Almost 30 years since its grand opening, the theater closed for a brief time to be refurbished. Showing wear from almost constant use, the managers at that time thought the theater needed “sprucing up.” Keeping with the tastes of the 50s, they painted over the colorful Spanish Renaissance interior with two muddy shades of beige. Upon reopening, the theater continued to operate as a movie house, even through the unfortunate demise of Schlossman’s company in the late 1960s. Then in the early 70s the Michigan Theater seemed to have an ill-fated future itself as it stood boarded up.
Fortunately a glimmer of light shined through the boards when an ad hoc group of citizens approached both the City and County of Muskegon to save the beloved theater. Finding no help from the municipalities, and with the wrecking ball ready to swing, the citizen’s group approached the Community Foundation for Muskegon County. The Foundation, small in size at that time, had received a substantial gift from a local industrialist – Mr. A. Harold Frauenthal.

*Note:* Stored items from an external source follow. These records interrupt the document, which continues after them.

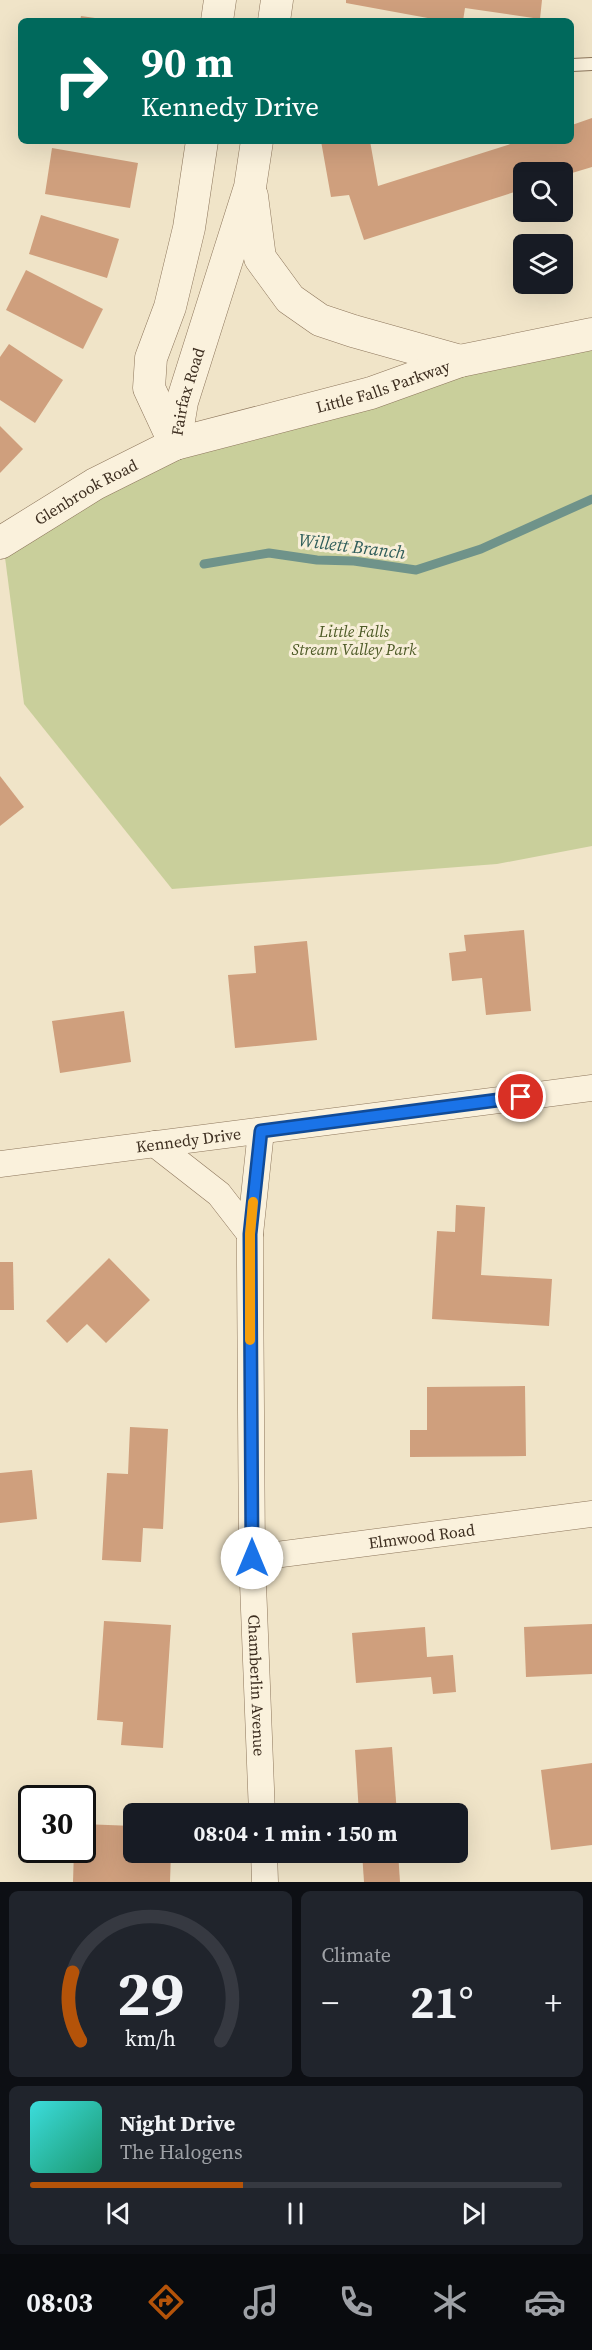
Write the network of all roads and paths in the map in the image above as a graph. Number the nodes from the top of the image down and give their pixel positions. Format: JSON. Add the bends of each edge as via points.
{"nodes":[{"id":1,"x":277,"y":0,"type":"edge"},
{"id":2,"x":274,"y":18,"type":"edge"},
{"id":3,"x":592,"y":64,"type":"edge"},
{"id":4,"x":574,"y":65,"type":"edge"},
{"id":5,"x":202,"y":144,"type":"edge"},
{"id":6,"x":257,"y":144,"type":"edge"},
{"id":7,"x":250,"y":187,"type":"junction"},
{"id":8,"x":592,"y":334,"type":"edge"},
{"id":9,"x":460,"y":361,"type":"junction"},
{"id":10,"x":176,"y":444,"type":"junction"},
{"id":11,"x":0,"y":543,"type":"edge"},
{"id":12,"x":592,"y":1088,"type":"edge"},
{"id":13,"x":261,"y":1131,"type":"junction"},
{"id":14,"x":155,"y":1144,"type":"junction"},
{"id":15,"x":0,"y":1164,"type":"edge"},
{"id":16,"x":250,"y":1234,"type":"junction"},
{"id":17,"x":592,"y":1514,"type":"edge"},
{"id":18,"x":252,"y":1558,"type":"junction"},
{"id":19,"x":262,"y":1803,"type":"edge"},
{"id":20,"x":264,"y":1863,"type":"edge"},
{"id":21,"x":265,"y":1882,"type":"edge"}],
"edges":[{"from":1,"to":2,"type":"street"},
{"from":3,"to":4,"type":"lane"},
{"from":5,"to":10,"type":"street","name":"Fairfax Road","via":[[189,228],[170,307],[151,358],[149,388]]},
{"from":6,"to":7,"type":"street","name":"Fairfax Road"},
{"from":7,"to":9,"type":"street","via":[[260,258],[290,299],[320,320],[352,332]]},
{"from":7,"to":10,"type":"street","name":"Fairfax Road","via":[[182,402]]},
{"from":8,"to":9,"type":"street","name":"Little Falls Parkway"},
{"from":9,"to":10,"type":"street","name":"Little Falls Parkway","via":[[370,393]]},
{"from":10,"to":11,"type":"street","name":"Glenbrook Road","via":[[95,484]]},
{"from":12,"to":13,"type":"street","name":"Kennedy Drive"},
{"from":13,"to":14,"type":"street","name":"Kennedy Drive"},
{"from":13,"to":16,"type":"street","name":"Chamberlin Avenue"},
{"from":14,"to":15,"type":"street","name":"Kennedy Drive"},
{"from":14,"to":16,"type":"street","via":[[219,1194]]},
{"from":16,"to":18,"type":"street","name":"Chamberlin Avenue"},
{"from":17,"to":18,"type":"street","name":"Elmwood Road"},
{"from":18,"to":19,"type":"street","name":"Chamberlin Avenue"},
{"from":20,"to":21,"type":"street"}]}
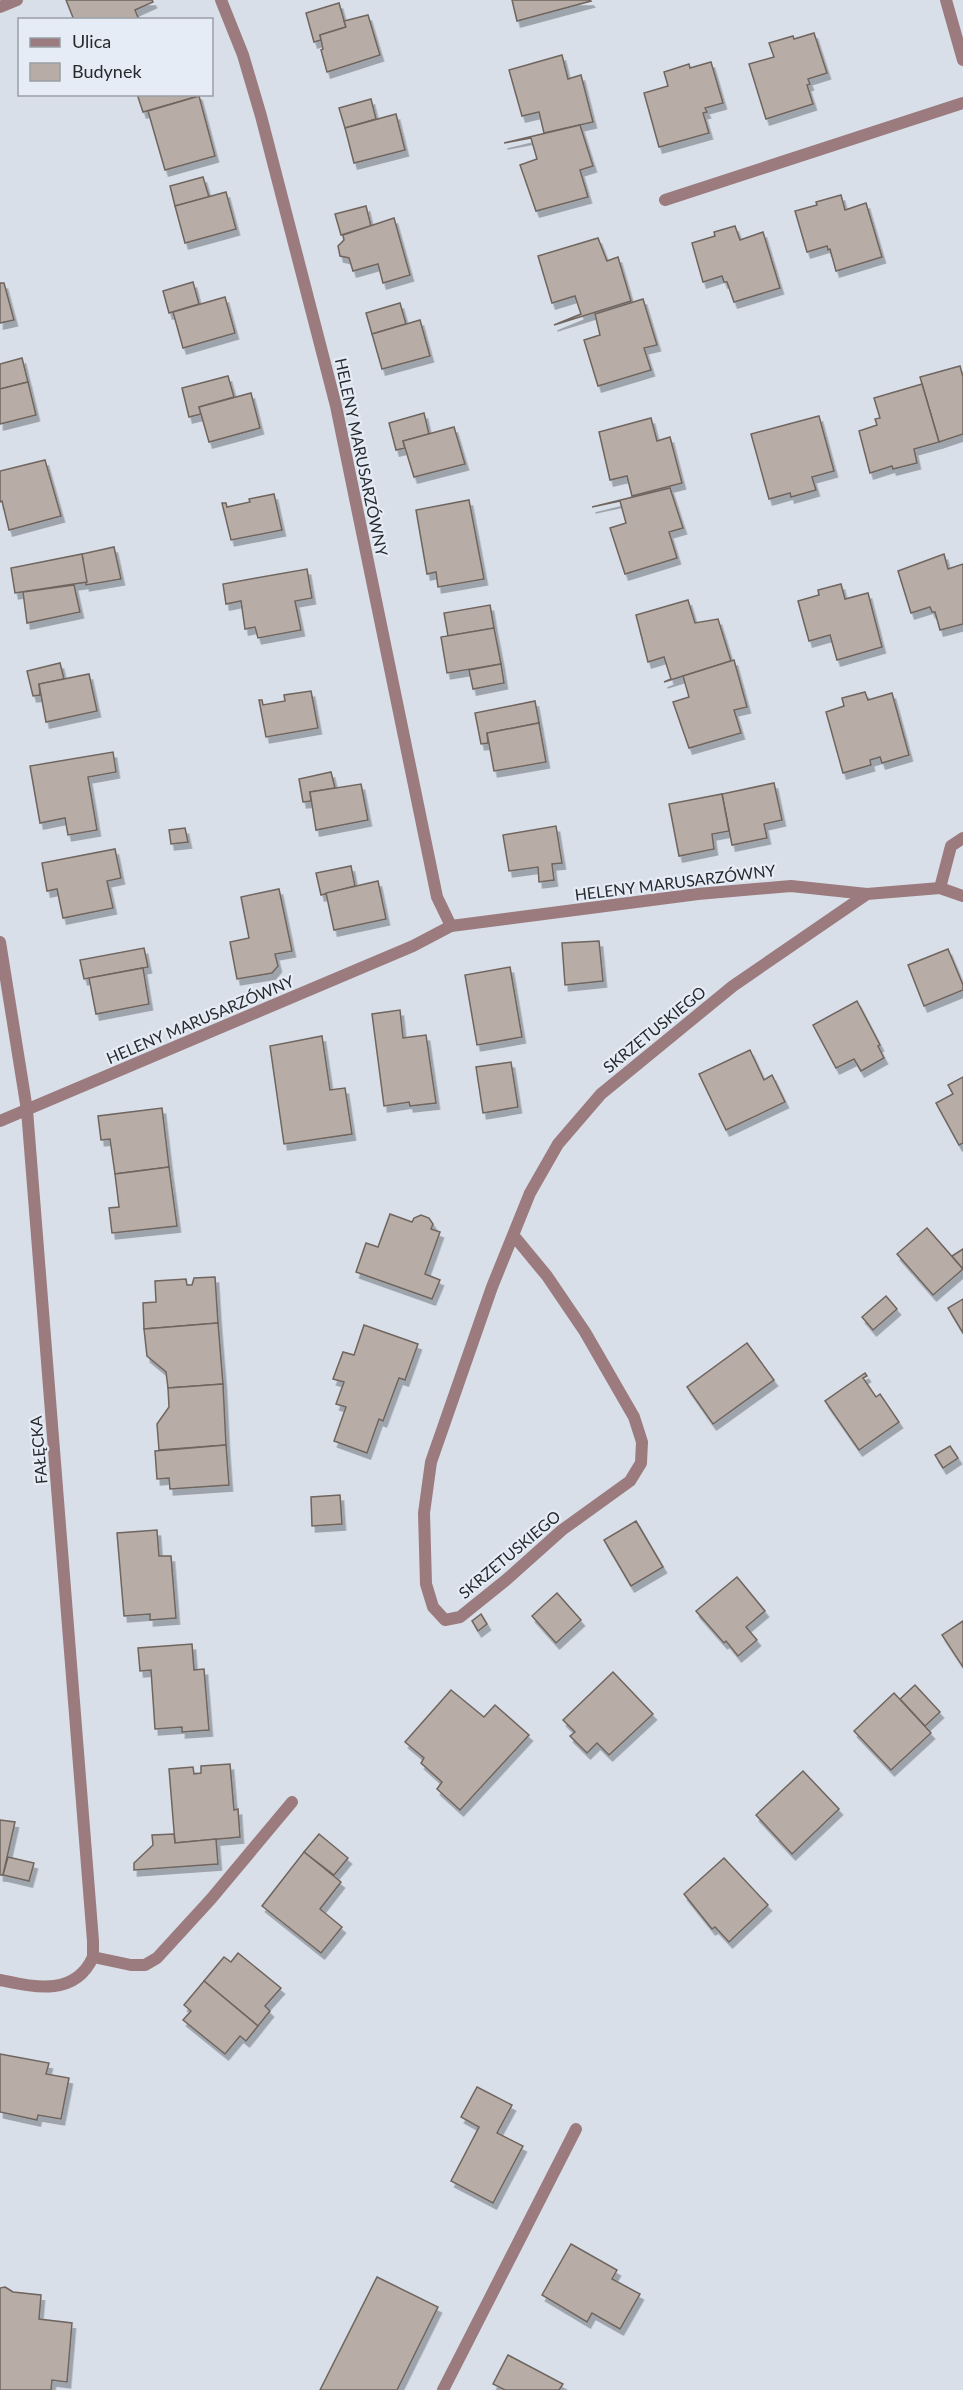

Mr. Frauenthal’s wishes stated that the gift be used for the good of the community, and in 1976, the Community Foundation used the funds to purchase the entire block of West Western Avenue between Third and Fourth Streets. The block included the historic Michigan Theater, an abandoned furniture store and storage space. The work of establishing the “Frauenthal Center” had begun.
Throughout the late 70s and 80s, the Community Foundation operated the Center with a variety of entertainment, including the local symphony, theater, travelogues, movies, concerts, and outside promoter events. But, a theater designed in 1930 lacked the dressing rooms, backstage areas and support spaces needed by these presentations. The Foundation began transforming the old furniture space into what is now known as the Hilt Building which houses the 169 seat Beardsley Theater, Bettye Clark-Cannon Art Gallery, meeting rooms, rehearsal halls, banquet rooms, dressing rooms and reception areas.
Sooner than later, renovation was due once again in the main theater. To this end, in 1992 the Community Foundation funded the creation of a master plan. $16 million in capitol needs were identified and Muskegon County voters were asked to approve a bond issue. Through their generosity the work began in 1998.
Schlossman and Crane’s vision of a Spanish castle had been restored to the theater, along with many accessibility and safety improvements. All lighting, sound and rigging was brought up to the highest current technology and was greatly expanded. Additionally, a new two-level lobby was built connecting the foyer of the old theater with the lobby of the Hilt building. The lower level holds a 100 seat restaurant and bar and additional restrooms.
Continuing to improve the quality of life for the residents of Muskegon County, the Community Foundation for Muskegon County remains committed to the Frauenthal Center for the Performing Arts and its future development. Many exciting performances continue to grace the stage of the Frauenthal Theater.